Turing FAQ

Running Jobs

How do I run my jobs?

All jobs must be submitted to run on the compute nodes using Slurm. There are many different ways to interact with Slurm:

  • Use sbatch to submit a job script (e.g. sbatch jobscript.sh)
  • Start an interactive shell session on a compute node with the sinteractive command
  • Obtain a job allocation using salloc and then submit jobs to these resources using srun
  • Construct a Slurm job array

The most important point step in all of these cases is your resource request for compute, memory, and other hardware resources (i.e. GPUs).

Why isn’t my job running?

There are many reasons why your job does not start running immediately. The most common reasons are:

  • The cluster is busy, and the resources you requested are not available
  • You requested a very specific or limited resource (i.e. a V100 GPU)
  • Your job priority is lower than other users with pending jobs

You can use the scontrol show job JOBID command, where JOBID is your pending job ID number, to get additional information, including:

  • What node your job is scheduled to run on
  • When your job is expected to start
  • What resources you requested, in the event that you made a mistake in your job submission

The amount of resources varies across the different compute nodes, including the type of CPU, number of CPU cores, amount of memory, and availability of GPUs.

For example, if your job submission requests:

  • 40 cores or more, only 18 compute nodes out of 56 that can accommodate your job
  • 512 GB of RAM in a single node, only 2 compute nodes out of 56 that can accommodate your job
  • V100 GPUs, only 1 compute node out of 56 can accommodate your job

If you want to decrease the amount of wait time for your job submission, make sure you are requesting the minimum amount of resources (CPU/RAM/GPU) required.

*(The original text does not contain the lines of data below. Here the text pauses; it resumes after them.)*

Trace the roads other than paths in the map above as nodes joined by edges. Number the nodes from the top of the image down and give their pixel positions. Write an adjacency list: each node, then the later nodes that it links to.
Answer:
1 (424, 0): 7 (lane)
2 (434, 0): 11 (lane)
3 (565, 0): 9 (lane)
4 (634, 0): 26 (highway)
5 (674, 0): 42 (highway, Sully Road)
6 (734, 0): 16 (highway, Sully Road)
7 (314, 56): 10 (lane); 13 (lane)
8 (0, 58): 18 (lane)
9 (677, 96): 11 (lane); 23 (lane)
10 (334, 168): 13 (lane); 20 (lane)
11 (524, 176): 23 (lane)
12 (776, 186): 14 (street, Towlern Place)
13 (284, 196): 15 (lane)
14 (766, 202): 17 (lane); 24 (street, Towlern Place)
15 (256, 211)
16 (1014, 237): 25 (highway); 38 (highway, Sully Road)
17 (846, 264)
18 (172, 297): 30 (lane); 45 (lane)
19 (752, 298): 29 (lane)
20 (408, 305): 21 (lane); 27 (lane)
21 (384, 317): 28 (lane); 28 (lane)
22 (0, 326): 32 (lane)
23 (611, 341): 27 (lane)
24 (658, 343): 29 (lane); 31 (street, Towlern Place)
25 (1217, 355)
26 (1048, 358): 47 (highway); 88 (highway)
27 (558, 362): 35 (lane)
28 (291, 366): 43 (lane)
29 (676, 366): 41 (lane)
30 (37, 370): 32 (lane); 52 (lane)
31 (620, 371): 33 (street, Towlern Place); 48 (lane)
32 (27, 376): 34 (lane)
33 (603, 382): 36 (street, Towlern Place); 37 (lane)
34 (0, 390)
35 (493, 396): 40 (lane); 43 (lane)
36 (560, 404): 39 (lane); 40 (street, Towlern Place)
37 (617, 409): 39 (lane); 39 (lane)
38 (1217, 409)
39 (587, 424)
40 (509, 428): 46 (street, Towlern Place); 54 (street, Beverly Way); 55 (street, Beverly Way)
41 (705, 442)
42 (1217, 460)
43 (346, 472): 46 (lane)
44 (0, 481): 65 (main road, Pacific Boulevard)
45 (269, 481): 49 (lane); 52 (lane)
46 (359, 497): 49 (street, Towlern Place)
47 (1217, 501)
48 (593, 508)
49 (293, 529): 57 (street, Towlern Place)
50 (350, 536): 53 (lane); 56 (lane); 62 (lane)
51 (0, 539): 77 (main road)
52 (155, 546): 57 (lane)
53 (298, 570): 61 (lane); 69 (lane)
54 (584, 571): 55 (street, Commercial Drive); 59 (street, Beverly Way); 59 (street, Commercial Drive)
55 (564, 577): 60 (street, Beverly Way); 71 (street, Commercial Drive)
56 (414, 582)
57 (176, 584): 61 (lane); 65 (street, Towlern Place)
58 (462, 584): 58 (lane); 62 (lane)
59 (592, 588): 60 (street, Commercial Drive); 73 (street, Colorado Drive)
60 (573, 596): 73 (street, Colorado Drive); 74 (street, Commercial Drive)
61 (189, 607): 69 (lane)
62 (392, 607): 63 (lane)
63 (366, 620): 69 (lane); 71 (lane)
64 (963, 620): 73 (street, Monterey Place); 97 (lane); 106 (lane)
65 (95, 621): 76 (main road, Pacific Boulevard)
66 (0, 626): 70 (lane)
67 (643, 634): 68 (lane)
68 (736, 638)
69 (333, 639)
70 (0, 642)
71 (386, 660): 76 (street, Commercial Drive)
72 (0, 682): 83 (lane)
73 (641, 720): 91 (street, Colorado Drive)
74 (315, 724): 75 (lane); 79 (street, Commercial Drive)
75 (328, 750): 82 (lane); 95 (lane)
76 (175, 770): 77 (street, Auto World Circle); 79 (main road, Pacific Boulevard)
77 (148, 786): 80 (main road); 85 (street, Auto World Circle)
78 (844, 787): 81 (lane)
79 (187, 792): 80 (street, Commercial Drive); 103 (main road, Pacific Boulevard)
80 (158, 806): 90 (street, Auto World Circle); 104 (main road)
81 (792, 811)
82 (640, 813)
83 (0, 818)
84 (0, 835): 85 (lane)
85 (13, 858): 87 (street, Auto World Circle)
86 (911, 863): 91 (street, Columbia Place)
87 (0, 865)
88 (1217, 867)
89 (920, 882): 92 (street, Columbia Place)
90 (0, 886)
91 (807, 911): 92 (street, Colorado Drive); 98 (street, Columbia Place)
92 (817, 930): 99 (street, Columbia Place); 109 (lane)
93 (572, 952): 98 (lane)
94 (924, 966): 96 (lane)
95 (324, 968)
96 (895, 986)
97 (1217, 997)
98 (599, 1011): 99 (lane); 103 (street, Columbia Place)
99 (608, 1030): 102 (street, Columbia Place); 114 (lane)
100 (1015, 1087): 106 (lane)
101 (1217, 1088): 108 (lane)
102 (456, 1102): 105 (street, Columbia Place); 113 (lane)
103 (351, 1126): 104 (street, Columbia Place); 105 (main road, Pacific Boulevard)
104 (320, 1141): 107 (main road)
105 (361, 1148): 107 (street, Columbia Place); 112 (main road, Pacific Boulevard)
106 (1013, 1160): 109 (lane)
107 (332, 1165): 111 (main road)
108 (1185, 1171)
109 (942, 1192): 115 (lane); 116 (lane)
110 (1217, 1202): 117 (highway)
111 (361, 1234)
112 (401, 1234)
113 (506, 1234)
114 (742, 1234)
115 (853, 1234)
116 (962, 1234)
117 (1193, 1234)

Hardware specifications for all of the compute nodes is printed when you login, or detailed specifications can be printed using the scluster command.

You can view the calculated job priority numbers, resource requests, and job start times using the show_queue command.

User X has 20 jobs running, while I only submitted one job and it is pending. Why does user X get to run 20 jobs while my job waits?

After reviewing the answers to the previous question, the following are some additional reasons why your job is pending while other jobs are running:

  • User X is running 20 single CPU jobs, which are easy to schedule in between the “gaps” of other users running jobs
  • Your job requested a large amount of CPUs or RAM, making it difficult to schedule immediately if the cluster is busy (it usually is)
  • Your job priority is lower than other users, as calculated by the multifactor priority algorithm

You can view the calculated job priority numbers, resource requests, and job start times using the show_queue command.

There are many different reasons for why your job does not start immediately, and these factors are constantly changing. Use of the short partition, requesting the minimum required resources for your job, frequent checkpointing, and multiple job submissions, is the best strategy to use for moving your jobs through the queue as quickly as possible.

Why does my GPU code say there are no CUDA devices available?

You did not request a GPU in your resource request. Make sure to include --gres=gpu:X in your SLURM script, where X is the number of GPUs you need per node. For example, add the line:

#SBATCH --gres=gpu:2

to indicate that your job will use 2 GPUs per node.

Additionally, to make use of CUDA drivers, your SLURM script must have the line

module load cuda

written after your #SBATCH lines in order to load the proper drivers.

My job runs more slowly on the cluster than it does on my laptop/workstation/server. Why is the cluster so slow?

From a purely hardware perspective, this is highly unlikely. If your job is running more slowly than you expect, the most common reasons are:

  • Incorrect/inadequate resource request (you only requested 1 CPU core, or the default amount of RAM)
  • Your code is doing something that you don’t know about

A combination of these two factors are almost always the reason for jobs running more slowly on the cluster than on a different resource.

One example is Matlab code running on the cluster versus a modern laptop. Matlab implicitly performs some operations in parallel (e.g. matrix operations), spawning multiple thrads to accomplish this parallelization. If your resource request on the cluster only includes 1 or 2 CPU cores, no matter how many threads Matlab spawns, they will be pinned to the cores you were assigned.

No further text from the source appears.